Draw materials: 12 weeks of postoperative at room temperature, with the method anesthetized rat fixing after, free bilateral sciatic nerve, stimulating electrode is placed on the distance end of graft or anastomosis earlier, recording electrode places the gastrocnemius stage casing, reference electrode places muscle on every side.Parameter is selected: the wide 0.1ms of square wave stimulus wave, 1 hertz, constant current stimulus intensity 5-8mA.Record muscle compound action potential and motor conduction velocity.

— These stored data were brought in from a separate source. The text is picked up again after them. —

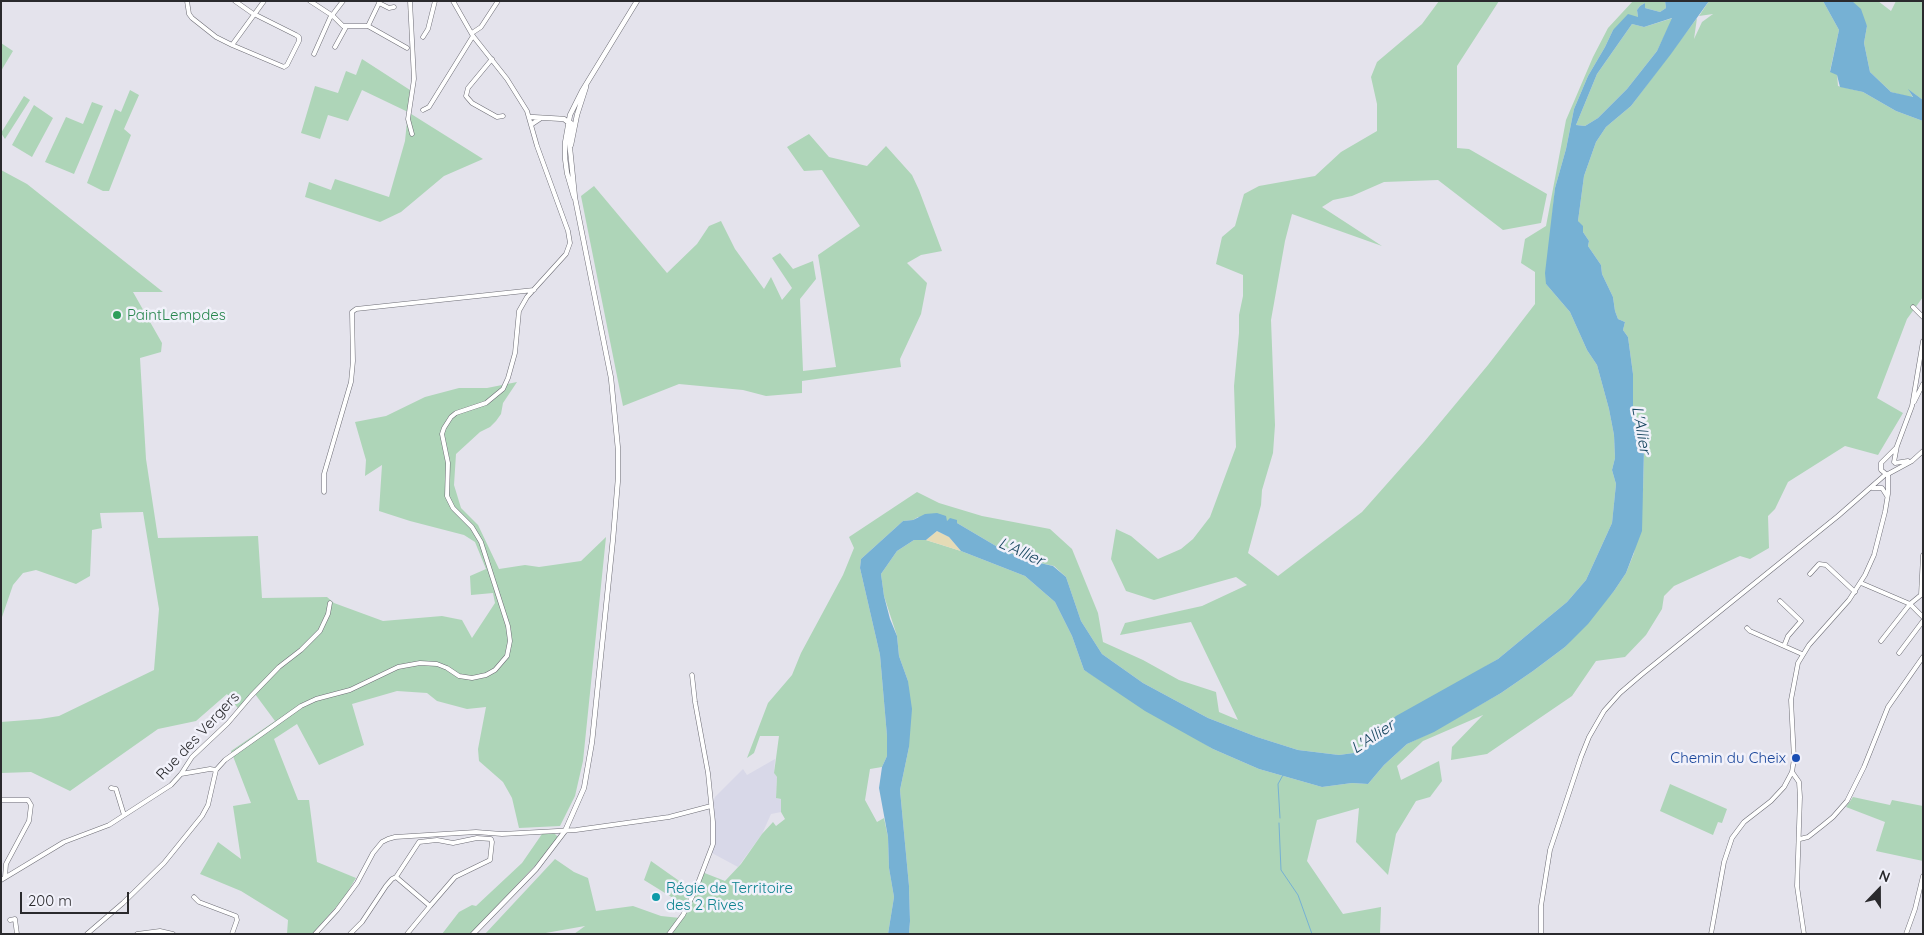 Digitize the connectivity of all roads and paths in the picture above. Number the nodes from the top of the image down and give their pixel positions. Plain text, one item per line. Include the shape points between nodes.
1 (187, 1) edge
2 (235, 1) edge
3 (264, 1) edge
4 (310, 1) edge
5 (343, 1) edge
6 (410, 1) edge
7 (434, 1) edge
8 (453, 1) edge
9 (498, 1) edge
10 (637, 1) edge
11 (380, 2) edge
12 (394, 7) dead end
13 (254, 15) junction
14 (333, 16) junction
15 (368, 26) junction
16 (346, 27) junction
17 (473, 34) junction
18 (423, 37) dead end
19 (232, 45) junction
20 (335, 48) dead end
21 (407, 48) dead end
22 (314, 54) dead end
23 (492, 59) junction
24 (423, 110) dead end
25 (503, 116) dead end
26 (530, 117) junction
27 (541, 118) junction
28 (572, 123) junction
29 (532, 124) junction
30 (412, 134) dead end
31 (575, 198) junction
32 (534, 290) junction
33 (1913, 306) dead end
34 (1923, 317) edge
35 (1923, 341) edge
36 (1923, 384) edge
37 (1912, 406) junction
38 (1897, 446) junction
39 (1923, 451) edge
40 (1916, 456) junction
41 (1884, 460) junction
42 (1895, 463) junction
43 (1881, 470) junction
44 (1894, 471) junction
45 (1887, 474) junction
46 (1876, 483) junction
47 (1872, 488) junction
48 (324, 492) dead end
49 (1888, 498) junction
50 (1923, 555) edge
51 (1810, 574) dead end
52 (1860, 583) junction
53 (1855, 592) junction
54 (1780, 601) dead end
55 (330, 603) dead end
56 (1910, 604) junction
57 (1923, 617) edge
58 (1923, 621) edge
59 (1747, 628) dead end
60 (1881, 641) dead end
61 (1784, 646) junction
62 (1900, 653) dead end
63 (1802, 654) junction
64 (1923, 656) edge
65 (692, 674) dead end
66 (216, 770) junction
67 (1792, 772) junction
68 (181, 774) junction
69 (111, 788) dead end
70 (1, 800) edge
71 (711, 806) junction
72 (124, 815) junction
73 (565, 831) junction
74 (1800, 839) junction
75 (1923, 876) edge
76 (396, 877) junction
77 (3, 878) edge
78 (194, 897) dead end
79 (430, 906) junction
80 (21, 916) dead end
81 (17, 934) edge
82 (87, 934) edge
83 (137, 934) edge
84 (173, 934) edge
85 (232, 934) edge
86 (315, 934) edge
87 (350, 934) edge
88 (407, 934) edge
89 (473, 934) edge
90 (668, 934) edge
91 (1540, 934) edge
92 (1711, 934) edge
93 (1804, 934) edge
94 (1906, 934) edge

1 - 19 street via 192,18
2 - 13 street
3 - 13 street
4 - 14 street
5 - 14 street
6 - 30 street via 414,79 408,120
7 - 18 street
8 - 17 street
9 - 17 street
10 - 28 main road via 587,83
11 - 12 street via 389,8
11 - 15 street
13 - 19 street
13 - 19 street via 299,37 287,66 282,67
14 - 16 street
14 - 22 street
15 - 16 street
15 - 21 street
16 - 20 street
17 - 23 street
17 - 24 street via 429,107
23 - 25 street via 466,96 472,104 497,117
23 - 26 street via 515,89
26 - 27 main road
26 - 29 street
27 - 28 main road
27 - 29 main road
28 - 31 main road via 570,146
28 - 31 main road via 565,142 565,158
29 - 32 street via 570,243 563,258
31 - 73 main road via 611,378 618,479 592,742 586,780
32 - 48 street via 352,312 351,382 324,474
32 - 66 street via 519,311 514,353 503,389 486,403 451,417 442,434 448,463 448,499 479,537 508,626 510,645 505,660 491,673 472,678 459,676 437,664 411,664 391,670 350,690 307,702 229,756
33 - 34 street
35 - 37 street
36 - 37 street
37 - 38 street
38 - 41 street
38 - 42 street
39 - 40 street
40 - 42 street
40 - 44 street
41 - 42 street
41 - 43 street
42 - 44 street
43 - 45 street
43 - 46 street
44 - 45 street
45 - 46 street
45 - 49 street
46 - 47 street
47 - 49 street via 1882,488
47 - 91 street via 1640,675 1604,711 1580,757 1550,850
49 - 52 street via 1874,555
50 - 56 street via 1920,595
51 - 53 street via 1819,564 1826,565
52 - 53 street
52 - 56 street
53 - 63 street
54 - 61 street via 1801,621
55 - 68 street, Rue des Vergers via 320,631 256,690
56 - 57 street
56 - 60 street
58 - 62 street
59 - 61 street
61 - 63 street
63 - 67 street via 1791,700
64 - 74 street via 1888,707 1847,801 1822,826
65 - 71 street
66 - 68 street via 210,768
66 - 82 street via 208,805 202,816 164,863
67 - 74 street via 1799,786
67 - 92 street via 1779,793 1744,822 1732,838 1724,862
68 - 72 street, Rue des Vergers via 171,785
69 - 72 street via 116,790
70 - 77 street via 28,800 31,805 29,821 13,848
71 - 73 street via 669,818
71 - 90 street via 711,849 683,916
72 - 77 street, Rue des Vergers via 109,825 64,842
73 - 86 street via 476,832 388,839 382,842 357,883
73 - 89 main road via 548,855
74 - 93 street via 1797,894
75 - 94 street
76 - 79 street
76 - 79 street via 419,842 491,840 490,860 455,877
76 - 87 street
78 - 85 street via 236,916
79 - 88 street
80 - 81 street via 12,919
83 - 84 street via 160,931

After electric physiology result detects, nerve is left and taken histological specimen, each group is gone into flesh point place with the proximal end 2mm of nerve suture place to the shin peroneal nerve and is left and taken, formalin fixed 30 minutes, cannula portion and transplanting portion stay and do immunohistochemical staining and adopt GFAP, s100, GAP43, MAP dyeing rip cutting and cross section, stage casing to observe respectively, and far-end 2mm place begins to leave and take the 2mm specimen and carries out cross section osmic acid dyeing counting comparison.
Statistical disposition as a result: unit visual field myelinated nerve fiber counting and electrophysiologic study result adopt spss10.0 to carry out one factor analysis of variance, compare between organizing.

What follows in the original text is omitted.